When the new blower gets here I’ll have better luck with bridges.

*This is a feature, not a bug

Heat block nonsense

The stock heat block on the Malyan (200?) / Monoprice Select Mini v2 3d printer is a special sort of awful. Out of the box I had weird issues. PID autotune would fail with a “Temperature too high!” error, and I threw various sets of PID values at it to no avail. What’d happen was every time the heater came on, a 5 degree C overshoot was virtually guaranteed, leading to lots of print stringing. It almost seemed like the temp would rise for about TEN SECONDS after the heater shut off. I suspected poor thermal coupling between the heater cartridge and heat block, and ordered a $10 E3D V6 clone off eBay intending to just use the block it came with.

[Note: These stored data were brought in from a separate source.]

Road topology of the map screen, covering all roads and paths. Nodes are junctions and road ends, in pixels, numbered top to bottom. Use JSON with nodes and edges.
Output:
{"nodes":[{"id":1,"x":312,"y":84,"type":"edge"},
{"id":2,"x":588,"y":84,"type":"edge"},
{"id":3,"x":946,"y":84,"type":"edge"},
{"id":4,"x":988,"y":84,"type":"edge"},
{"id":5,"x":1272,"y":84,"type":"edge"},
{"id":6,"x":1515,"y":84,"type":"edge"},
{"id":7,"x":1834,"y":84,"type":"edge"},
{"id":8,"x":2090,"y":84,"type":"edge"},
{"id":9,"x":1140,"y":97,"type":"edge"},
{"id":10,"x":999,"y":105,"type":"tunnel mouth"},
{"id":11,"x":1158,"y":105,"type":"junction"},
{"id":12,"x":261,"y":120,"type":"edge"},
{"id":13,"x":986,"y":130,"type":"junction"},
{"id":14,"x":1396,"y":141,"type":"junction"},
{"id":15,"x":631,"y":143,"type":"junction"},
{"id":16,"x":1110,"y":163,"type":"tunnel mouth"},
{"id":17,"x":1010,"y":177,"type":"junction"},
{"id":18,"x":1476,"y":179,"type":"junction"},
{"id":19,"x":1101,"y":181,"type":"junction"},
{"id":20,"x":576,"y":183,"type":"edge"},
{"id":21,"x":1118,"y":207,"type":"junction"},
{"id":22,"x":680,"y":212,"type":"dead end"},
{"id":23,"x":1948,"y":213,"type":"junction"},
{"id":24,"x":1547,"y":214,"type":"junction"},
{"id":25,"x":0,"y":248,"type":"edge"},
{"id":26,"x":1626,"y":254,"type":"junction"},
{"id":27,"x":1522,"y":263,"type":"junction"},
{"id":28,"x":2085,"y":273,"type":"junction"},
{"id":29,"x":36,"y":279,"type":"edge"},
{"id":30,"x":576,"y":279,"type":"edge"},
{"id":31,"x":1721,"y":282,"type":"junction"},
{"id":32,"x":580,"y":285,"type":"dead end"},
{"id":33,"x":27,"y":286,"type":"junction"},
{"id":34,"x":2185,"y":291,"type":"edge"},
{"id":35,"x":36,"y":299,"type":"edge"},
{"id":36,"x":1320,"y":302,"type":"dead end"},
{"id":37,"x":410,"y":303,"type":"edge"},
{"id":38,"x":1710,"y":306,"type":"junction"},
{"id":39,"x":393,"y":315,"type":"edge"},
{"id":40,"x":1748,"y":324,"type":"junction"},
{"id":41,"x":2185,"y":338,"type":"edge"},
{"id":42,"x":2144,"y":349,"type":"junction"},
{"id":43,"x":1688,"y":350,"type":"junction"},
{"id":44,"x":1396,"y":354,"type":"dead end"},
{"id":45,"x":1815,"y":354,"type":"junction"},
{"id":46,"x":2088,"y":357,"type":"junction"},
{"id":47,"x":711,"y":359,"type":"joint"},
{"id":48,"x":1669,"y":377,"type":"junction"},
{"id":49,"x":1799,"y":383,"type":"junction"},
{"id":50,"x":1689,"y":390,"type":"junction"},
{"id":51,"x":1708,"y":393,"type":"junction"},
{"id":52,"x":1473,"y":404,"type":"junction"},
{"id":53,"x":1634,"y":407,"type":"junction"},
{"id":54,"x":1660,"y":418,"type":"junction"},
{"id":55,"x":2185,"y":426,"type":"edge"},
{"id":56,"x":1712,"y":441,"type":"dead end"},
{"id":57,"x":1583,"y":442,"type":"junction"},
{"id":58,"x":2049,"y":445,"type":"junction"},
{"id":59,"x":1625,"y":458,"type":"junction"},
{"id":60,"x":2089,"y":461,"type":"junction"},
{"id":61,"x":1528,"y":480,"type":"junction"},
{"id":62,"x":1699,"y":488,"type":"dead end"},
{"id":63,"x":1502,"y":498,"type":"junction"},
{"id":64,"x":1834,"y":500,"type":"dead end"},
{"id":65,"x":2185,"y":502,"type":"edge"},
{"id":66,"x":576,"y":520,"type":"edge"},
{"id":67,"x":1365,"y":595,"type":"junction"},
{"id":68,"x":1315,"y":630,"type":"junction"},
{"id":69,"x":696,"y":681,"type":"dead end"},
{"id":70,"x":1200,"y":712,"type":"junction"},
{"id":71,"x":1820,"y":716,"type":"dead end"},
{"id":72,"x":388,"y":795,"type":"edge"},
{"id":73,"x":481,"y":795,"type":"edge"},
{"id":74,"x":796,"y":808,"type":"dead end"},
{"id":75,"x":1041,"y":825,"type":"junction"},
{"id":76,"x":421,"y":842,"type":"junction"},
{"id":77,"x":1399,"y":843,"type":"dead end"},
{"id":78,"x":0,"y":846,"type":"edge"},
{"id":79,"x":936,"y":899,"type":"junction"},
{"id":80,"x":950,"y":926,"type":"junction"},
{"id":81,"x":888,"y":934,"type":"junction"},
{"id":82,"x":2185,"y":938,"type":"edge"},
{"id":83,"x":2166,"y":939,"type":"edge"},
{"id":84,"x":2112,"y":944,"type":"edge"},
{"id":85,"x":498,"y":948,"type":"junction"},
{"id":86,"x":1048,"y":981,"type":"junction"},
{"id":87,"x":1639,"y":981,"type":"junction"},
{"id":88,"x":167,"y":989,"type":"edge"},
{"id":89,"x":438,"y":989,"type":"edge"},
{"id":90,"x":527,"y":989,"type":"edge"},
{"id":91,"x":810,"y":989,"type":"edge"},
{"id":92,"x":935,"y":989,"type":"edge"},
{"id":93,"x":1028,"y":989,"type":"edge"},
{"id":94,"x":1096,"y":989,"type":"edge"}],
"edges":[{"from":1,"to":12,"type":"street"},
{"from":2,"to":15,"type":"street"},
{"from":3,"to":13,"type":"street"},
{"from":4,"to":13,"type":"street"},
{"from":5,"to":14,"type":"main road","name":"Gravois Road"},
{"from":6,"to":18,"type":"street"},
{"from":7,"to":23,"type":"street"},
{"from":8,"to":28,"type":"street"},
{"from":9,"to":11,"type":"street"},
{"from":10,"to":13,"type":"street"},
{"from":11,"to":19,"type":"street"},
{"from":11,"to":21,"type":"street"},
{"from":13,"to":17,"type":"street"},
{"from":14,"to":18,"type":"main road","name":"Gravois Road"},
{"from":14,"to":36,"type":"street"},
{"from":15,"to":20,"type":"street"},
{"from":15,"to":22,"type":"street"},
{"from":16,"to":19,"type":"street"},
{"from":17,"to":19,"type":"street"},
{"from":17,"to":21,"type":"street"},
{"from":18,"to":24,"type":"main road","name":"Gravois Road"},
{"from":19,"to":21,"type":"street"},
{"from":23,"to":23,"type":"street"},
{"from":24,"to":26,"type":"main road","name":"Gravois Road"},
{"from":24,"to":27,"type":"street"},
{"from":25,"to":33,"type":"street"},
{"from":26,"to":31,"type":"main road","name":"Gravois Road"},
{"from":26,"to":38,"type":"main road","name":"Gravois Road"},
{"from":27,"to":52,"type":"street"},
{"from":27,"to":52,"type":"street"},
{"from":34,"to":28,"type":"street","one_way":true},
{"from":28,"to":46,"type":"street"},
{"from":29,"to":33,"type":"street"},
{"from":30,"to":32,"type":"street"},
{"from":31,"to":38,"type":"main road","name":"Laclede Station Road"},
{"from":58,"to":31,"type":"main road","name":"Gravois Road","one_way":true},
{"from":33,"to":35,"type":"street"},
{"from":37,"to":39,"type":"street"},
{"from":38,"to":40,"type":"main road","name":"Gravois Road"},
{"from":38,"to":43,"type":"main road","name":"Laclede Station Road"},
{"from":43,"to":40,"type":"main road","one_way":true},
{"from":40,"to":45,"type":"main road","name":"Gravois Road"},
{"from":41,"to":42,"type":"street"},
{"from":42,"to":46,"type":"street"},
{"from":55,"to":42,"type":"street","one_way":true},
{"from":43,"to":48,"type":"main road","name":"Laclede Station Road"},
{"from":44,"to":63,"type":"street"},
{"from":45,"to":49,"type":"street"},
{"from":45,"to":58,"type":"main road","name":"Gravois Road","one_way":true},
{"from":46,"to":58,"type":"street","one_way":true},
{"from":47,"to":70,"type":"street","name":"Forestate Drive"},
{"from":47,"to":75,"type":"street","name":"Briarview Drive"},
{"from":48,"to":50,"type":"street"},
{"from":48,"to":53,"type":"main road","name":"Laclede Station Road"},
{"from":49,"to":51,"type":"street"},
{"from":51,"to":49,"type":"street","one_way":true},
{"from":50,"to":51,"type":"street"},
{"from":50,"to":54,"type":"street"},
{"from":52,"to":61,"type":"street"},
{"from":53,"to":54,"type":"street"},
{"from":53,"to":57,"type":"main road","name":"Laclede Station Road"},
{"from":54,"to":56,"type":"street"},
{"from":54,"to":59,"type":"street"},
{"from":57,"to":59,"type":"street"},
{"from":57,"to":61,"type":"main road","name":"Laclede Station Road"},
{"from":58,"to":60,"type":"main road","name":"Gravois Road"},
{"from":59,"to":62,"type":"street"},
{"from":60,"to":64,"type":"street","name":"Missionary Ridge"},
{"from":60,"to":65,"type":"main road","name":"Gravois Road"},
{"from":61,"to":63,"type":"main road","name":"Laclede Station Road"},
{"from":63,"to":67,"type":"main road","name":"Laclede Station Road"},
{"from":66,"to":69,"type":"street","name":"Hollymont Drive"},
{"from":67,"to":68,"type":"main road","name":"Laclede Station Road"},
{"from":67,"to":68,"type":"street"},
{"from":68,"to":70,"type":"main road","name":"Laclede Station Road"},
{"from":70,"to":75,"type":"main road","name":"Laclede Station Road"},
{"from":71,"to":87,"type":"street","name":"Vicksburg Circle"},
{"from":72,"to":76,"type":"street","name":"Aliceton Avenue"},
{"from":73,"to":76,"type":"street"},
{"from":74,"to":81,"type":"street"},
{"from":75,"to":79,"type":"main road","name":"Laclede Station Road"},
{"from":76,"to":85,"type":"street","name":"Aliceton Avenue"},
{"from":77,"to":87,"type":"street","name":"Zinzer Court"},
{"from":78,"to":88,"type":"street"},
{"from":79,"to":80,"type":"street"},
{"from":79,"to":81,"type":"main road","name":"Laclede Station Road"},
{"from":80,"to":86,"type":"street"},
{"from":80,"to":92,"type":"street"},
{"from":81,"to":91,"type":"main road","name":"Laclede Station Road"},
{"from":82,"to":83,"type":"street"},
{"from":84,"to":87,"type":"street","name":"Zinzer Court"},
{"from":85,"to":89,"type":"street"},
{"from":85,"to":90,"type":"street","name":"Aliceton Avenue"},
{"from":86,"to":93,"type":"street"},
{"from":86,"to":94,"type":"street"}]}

I wound up doing just that.

The E3D silicone sock even almost fits it! Uh, not great though. I cut away one tab to make room for the thermistor retaining screw.

And now, on to the block of horrors. It had this execrable kapton / fiber covering that disintegrated when touched.

Bad picture but you can already see it looks rough, right? It gets worse.

There’s the heater bore. It doesn’t look like the hole was drilled as much as ice picked.

The grubscrew that locks the heater in place, and the questionable looking threads for the nozzle and heat break…

Seems to me the whole damn thing was a heat break 😉

Yeeeeah, so I haven’t fine tuned it with the new block in yet but just switching the heater on at the front panel and watching the temperature reading, it ramps up and just locks in with occasional undershoot of maybe 3C. Much better… Maybe the PID tune will even work now!